Manuel Igreja
Uns Gatafunhos e a Linha do Douro
Caso sucedesse este pequeno meu escrito lhe estar a ser apresentado no modo como lhe foi dada a primeira forma, o mais certo seria jamais em tempo algum ele ser lido e muito menos treslido.
Acontece que foi inicialmente manuscrito sem recurso às modernices das teclas, coisa que se virmos bem nem sabemos como funcionam. Carrega uma pessoa num botão, e logo aparece uma letra desenhada. Ele há coisas!
Mas pronto. Outras há de bem maior espanto e já se nos não arregalam os olhos perante elas. Sinal dos tempos. Indo ao assunto de antes deste pequeno desvio, deixem que lhe diga que a impossibilidade de leitura, brotaria por duas razões cada qual a primeira.
Uma, porque confesso, escrevo tamanhos gatafunhos que nem eu mesmo passados uns minutos sei assim lá muito bem o que significam os rabiscos a que o bico da caneta deu forma. Mas com um migalho de esforço lá adivinho depois de juntar as peças e de me ocorrer a lembrança da ideia.
A outra e a que mais monta aqui nesta nossa conversa, tem a ver com o pormenor de o papel antes completamente alvo, ter sido rabiscado durante uma viagem por via férrea entre a invicta cidade do Porto e a mui garbosa cidade da Régua, ou antes, do Peso da Régua para não ferir algumas sensibilidades, por quem sois, muito recentemente, mas em comboio do tempo dos Afonsinhos.

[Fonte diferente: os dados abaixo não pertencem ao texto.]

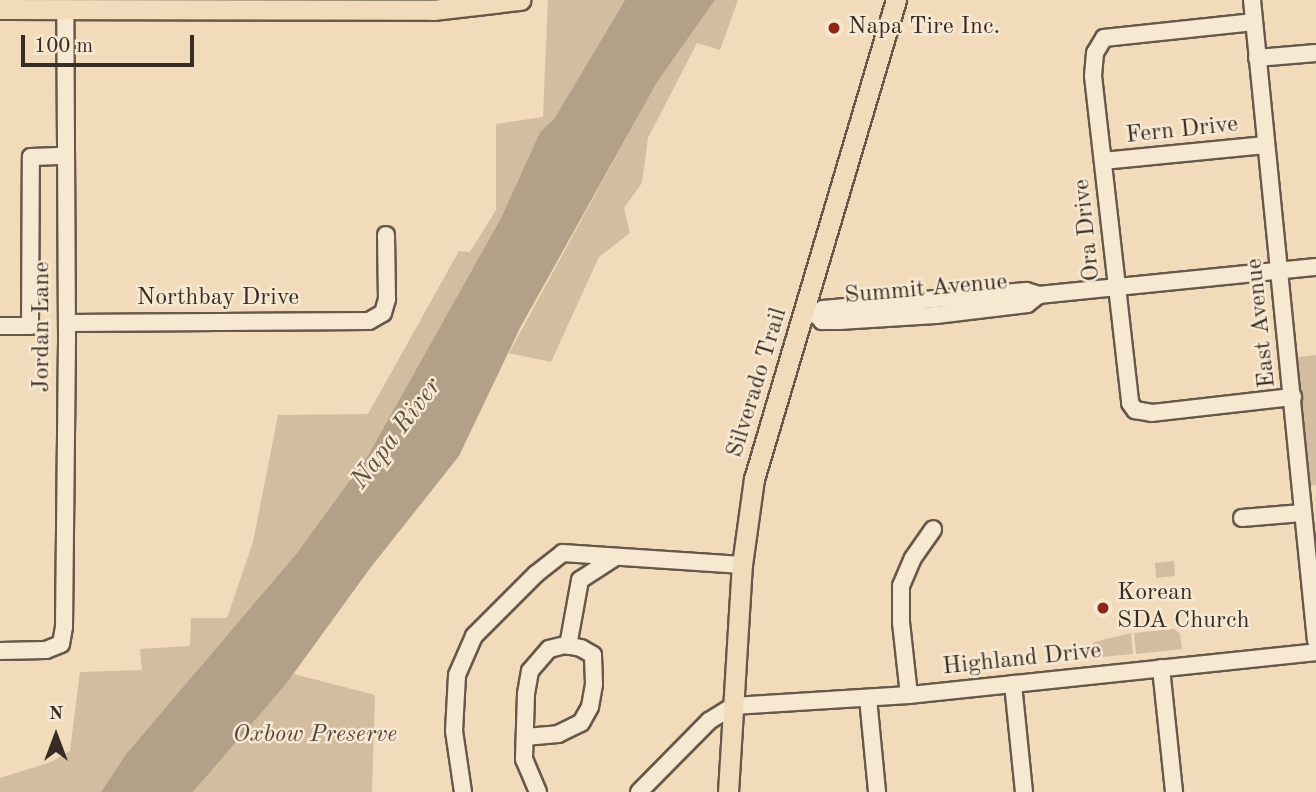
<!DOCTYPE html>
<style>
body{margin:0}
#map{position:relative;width:1316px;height:792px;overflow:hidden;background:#f2dbba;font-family:"Old Standard TT",serif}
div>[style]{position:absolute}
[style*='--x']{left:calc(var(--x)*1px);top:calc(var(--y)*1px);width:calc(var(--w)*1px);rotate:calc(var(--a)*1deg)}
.green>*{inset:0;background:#d2bda1}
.water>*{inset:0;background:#b3a088}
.roads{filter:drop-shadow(2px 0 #66584b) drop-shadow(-2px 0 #66584b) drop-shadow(0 2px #66584b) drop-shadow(0 -2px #66584b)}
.minor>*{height:16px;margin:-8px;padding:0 8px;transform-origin:8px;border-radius:8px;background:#f7e8d2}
.major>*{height:19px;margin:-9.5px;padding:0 9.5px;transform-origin:9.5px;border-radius:9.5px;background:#f2dbba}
.dots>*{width:19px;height:19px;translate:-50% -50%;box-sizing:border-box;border:4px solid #f7e8d2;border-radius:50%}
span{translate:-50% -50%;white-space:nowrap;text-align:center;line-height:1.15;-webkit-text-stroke:5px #f7e8d2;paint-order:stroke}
.poi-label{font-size:24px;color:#382c26}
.left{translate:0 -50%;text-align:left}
.street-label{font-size:24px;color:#382c26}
.park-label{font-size:24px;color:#57493f;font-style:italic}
.water-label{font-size:26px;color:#5d4f43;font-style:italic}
.north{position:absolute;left:21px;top:701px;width:70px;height:70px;-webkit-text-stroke:5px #f7e8d2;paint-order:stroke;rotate:0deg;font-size:19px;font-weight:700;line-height:28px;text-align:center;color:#382c26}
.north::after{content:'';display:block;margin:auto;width:24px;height:32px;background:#382c26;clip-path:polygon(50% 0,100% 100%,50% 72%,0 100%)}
.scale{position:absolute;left:21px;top:35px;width:173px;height:32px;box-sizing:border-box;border:4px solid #382c26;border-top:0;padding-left:9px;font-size:21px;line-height:24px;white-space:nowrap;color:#382c26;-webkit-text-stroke:5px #f7e8d2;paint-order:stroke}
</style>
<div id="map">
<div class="green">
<div style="clip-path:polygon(548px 0,625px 0,554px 119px,540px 132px,501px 218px,367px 457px,346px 489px,297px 553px,126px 754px,101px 792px,0 792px,0 778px,51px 762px,70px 751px,80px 672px,142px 670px,140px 649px,190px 646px,191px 618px,227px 618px,253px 542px,278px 415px,368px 414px,459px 251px,470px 252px,496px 210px,496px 124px,543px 117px)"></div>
<div style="clip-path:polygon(715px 0,738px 0,720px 50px,697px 43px,648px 138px,642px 183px,624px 208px,630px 233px,599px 257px,551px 362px,509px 353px,657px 81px)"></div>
<div style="clip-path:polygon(1316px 355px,1316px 485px,1300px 487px,1289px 358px)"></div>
<div style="clip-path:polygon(1174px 561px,1175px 576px,1156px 578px,1155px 563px)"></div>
<div style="clip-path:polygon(1174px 629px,1180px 634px,1182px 649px,1136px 654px,1134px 633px)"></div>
<div style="clip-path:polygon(1131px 633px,1133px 654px,1091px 658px,1090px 647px,1094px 642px)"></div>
<div style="clip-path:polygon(294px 674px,375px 695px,372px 792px,193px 792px)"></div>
</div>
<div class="water">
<div style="clip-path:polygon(625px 0,715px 0,657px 82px,520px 328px,459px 456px,371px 567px,286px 684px,193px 792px,101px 792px,126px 754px,297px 553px,367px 457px,501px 218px,540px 132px,554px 119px)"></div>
</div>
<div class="roads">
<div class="minor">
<div style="--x:1252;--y:0;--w:644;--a:84.3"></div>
<div style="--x:1254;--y:22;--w:151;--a:173.9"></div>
<div style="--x:1104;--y:38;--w:17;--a:121"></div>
<div style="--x:1095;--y:53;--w:23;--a:95"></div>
<div style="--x:1093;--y:76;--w:329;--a:83.5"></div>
<div style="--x:1130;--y:403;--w:9;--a:54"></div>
<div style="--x:1135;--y:410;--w:17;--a:10"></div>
<div style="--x:1152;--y:413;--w:142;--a:-6.5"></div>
<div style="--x:1257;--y:58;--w:59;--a:-4.8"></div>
<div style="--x:1103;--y:161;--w:163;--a:-5.6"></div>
<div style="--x:810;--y:314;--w:7;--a:8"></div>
<div style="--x:817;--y:315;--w:8;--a:50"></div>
<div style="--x:822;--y:321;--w:17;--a:0"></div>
<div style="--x:839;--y:321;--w:97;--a:-3.5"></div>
<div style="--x:936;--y:315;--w:92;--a:-6.9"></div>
<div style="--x:1027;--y:304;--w:15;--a:-37"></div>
<div style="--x:817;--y:315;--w:8;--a:-45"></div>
<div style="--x:823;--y:309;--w:204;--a:-5.1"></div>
<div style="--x:1026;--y:291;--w:14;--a:17"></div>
<div style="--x:1039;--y:295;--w:278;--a:-5.8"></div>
<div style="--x:67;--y:323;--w:302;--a:-0.4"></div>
<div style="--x:369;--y:321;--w:16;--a:-30"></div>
<div style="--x:383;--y:313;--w:15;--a:-74"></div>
<div style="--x:387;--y:299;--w:64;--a:-90.9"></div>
<div style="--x:0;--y:326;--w:30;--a:0"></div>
<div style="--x:30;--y:326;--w:169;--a:-89.7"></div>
<div style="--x:31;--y:157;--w:35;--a:-2"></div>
<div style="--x:1242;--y:518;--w:60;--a:-4.8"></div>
<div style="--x:568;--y:646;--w:67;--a:-79.7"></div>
<div style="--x:580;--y:580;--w:40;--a:-32.9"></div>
<div style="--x:0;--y:651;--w:46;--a:-1.2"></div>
<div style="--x:46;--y:650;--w:16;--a:-22"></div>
<div style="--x:61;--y:644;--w:17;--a:-80"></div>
<div style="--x:64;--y:627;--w:290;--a:-89.4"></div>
<div style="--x:67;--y:337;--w:328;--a:-90.3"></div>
<div style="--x:1161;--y:668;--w:125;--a:84"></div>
<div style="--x:1013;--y:684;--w:109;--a:84.2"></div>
<div style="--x:909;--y:695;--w:73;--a:-96.3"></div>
<div style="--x:901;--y:622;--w:36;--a:-90"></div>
<div style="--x:901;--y:586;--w:30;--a:-67"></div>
<div style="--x:913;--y:558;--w:35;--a:-55"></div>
<div style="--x:868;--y:698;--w:94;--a:84.5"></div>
<div style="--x:525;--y:737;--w:33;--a:-5"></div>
<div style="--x:558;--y:734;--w:25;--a:-26"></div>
<div style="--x:581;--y:723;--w:18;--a:-61"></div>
<div style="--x:590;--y:707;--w:23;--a:-80"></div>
<div style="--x:594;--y:684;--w:29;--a:-92"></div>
<div style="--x:593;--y:655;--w:14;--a:-150"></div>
<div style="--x:581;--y:648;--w:16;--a:-169"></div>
<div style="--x:565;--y:645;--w:16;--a:166"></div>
<div style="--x:549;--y:649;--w:29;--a:131"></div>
<div style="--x:530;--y:671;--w:23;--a:100"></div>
<div style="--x:526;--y:694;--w:65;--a:91.8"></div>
<div style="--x:524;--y:759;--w:36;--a:67"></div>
<div style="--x:463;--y:792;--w:62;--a:-98.4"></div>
<div style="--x:454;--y:731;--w:56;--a:-86.9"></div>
<div style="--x:457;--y:675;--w:43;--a:-66.4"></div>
<div style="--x:474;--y:636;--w:88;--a:-45"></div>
<div style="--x:536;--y:574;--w:34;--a:-38"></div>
<div style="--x:563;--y:553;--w:179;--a:3.8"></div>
<div style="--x:639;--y:792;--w:100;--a:-45.4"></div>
<div style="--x:709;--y:721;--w:28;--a:-32"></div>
<div style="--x:733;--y:706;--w:176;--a:-3.6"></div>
<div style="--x:909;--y:695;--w:409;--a:-6"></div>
</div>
<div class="major">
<div style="--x:0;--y:9;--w:433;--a:0.1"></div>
<div style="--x:433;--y:10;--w:88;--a:-6.6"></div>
<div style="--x:728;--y:792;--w:227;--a:-86.5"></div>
<div style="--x:742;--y:565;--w:87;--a:-82.1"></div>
<div style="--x:754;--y:479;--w:500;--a:-73.5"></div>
</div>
</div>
<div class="dots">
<div style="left:834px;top:28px;background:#8f2418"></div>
<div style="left:1103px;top:608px;background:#8f2418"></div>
</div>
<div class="poi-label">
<span class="left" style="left:848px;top:28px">Napa Tire Inc.</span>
<span class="left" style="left:1117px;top:608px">Korean<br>SDA Church</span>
</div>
<div class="street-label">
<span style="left:1182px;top:131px;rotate:-6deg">Fern Drive</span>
<span style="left:1088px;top:230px;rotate:-96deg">Ora Drive</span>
<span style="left:926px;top:290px;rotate:-5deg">Summit Avenue</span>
<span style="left:218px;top:299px">Northbay Drive</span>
<span style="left:1262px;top:323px;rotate:-96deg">East Avenue</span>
<span style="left:43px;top:327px;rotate:-90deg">Jordan Lane</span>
<span style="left:758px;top:383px;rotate:-73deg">Silverado Trail</span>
<span style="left:1022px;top:660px;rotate:-6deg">Highland Drive</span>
</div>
<div class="park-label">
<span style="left:315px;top:736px">Oxbow Preserve</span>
</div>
<div class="water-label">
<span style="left:397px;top:434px;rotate:-53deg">Napa River</span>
</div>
<div class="north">N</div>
<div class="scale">100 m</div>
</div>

Se os gatafunhos de índole própria já eram de se lerem com muito custo, então os do final nem é bom falar. O documento a que seria dada estampa, iria taxativamente parecer-se com um registo de sismógrafo ou de um eletrocardiograma por exemplo, por tantos serem as linhas pontiagudas e em sinusoide afincadamente elaboradas.
A locomotiva andava e tremia que nem varas verdes. A cada arranque parecia que se desconchavava, mas depois que nem récua com alimárias de freio nos dentes, seguia linha afora em velocidade quase estonteante de umas boas dúzias de léguas por hora. Digo eu pois assim se me afigurava.
Enquanto isso, a cada tremida da pobre coitada a pobre da minha mão direita, não conseguia obedecer aos mandos do cérebro remetidos para a caneta para que ela desenhasse devidamente cada letra como lhe compete, dando forma a cada ideia, pois foi para isso que Deus Nosso Senhor deu saber aos homens para a inventarem.
Mas não, a tarefa foi-se revelando quase impossível. Por altura da Livração optou o escriva por desistir da empreitada. Foi-se à leitura. Outra coisa impossível. Nem sei se eram as linhas do livro, ou se os olhos, que andavam para cima e para baixo naquele verdadeiro carrocel. Entardecia e como o usufruto da paisagem sublime depois de Mosteirô não seria possível, restava-me uma soneca, algo fácil dada a minha proximidade com o deus Morfeu. Mas já não valia a pena.
Aliás, nem o frio tipo corrente de ar que circulava na carruagem permitiria conforto para tal. Fiquei-me pelo deixar escorrer o tempo até ao final da jornada com o pensamento solto por aí por tantas coisas que sempre merecem a pena e a que na voragem nem sempre se liga.
Ficou este desabafo que antes de tudo é um lamento. Uma condenação até. Quer dos que na modernidade fazem com que na Linha do Douro se viaje sem conforto e rapidez aceitáveis, e de nós todos que nos alegramos muito quando louvam a nossa região, mas não nos sabemos dar ao respeito.
Depois, o comboio lá seguiu, acho eu, linha acima e depois linha abaixo. Tum, tum catrum, catrum, apito aqui, apito ali. Faço o favor, mostre-me o seu bilhete.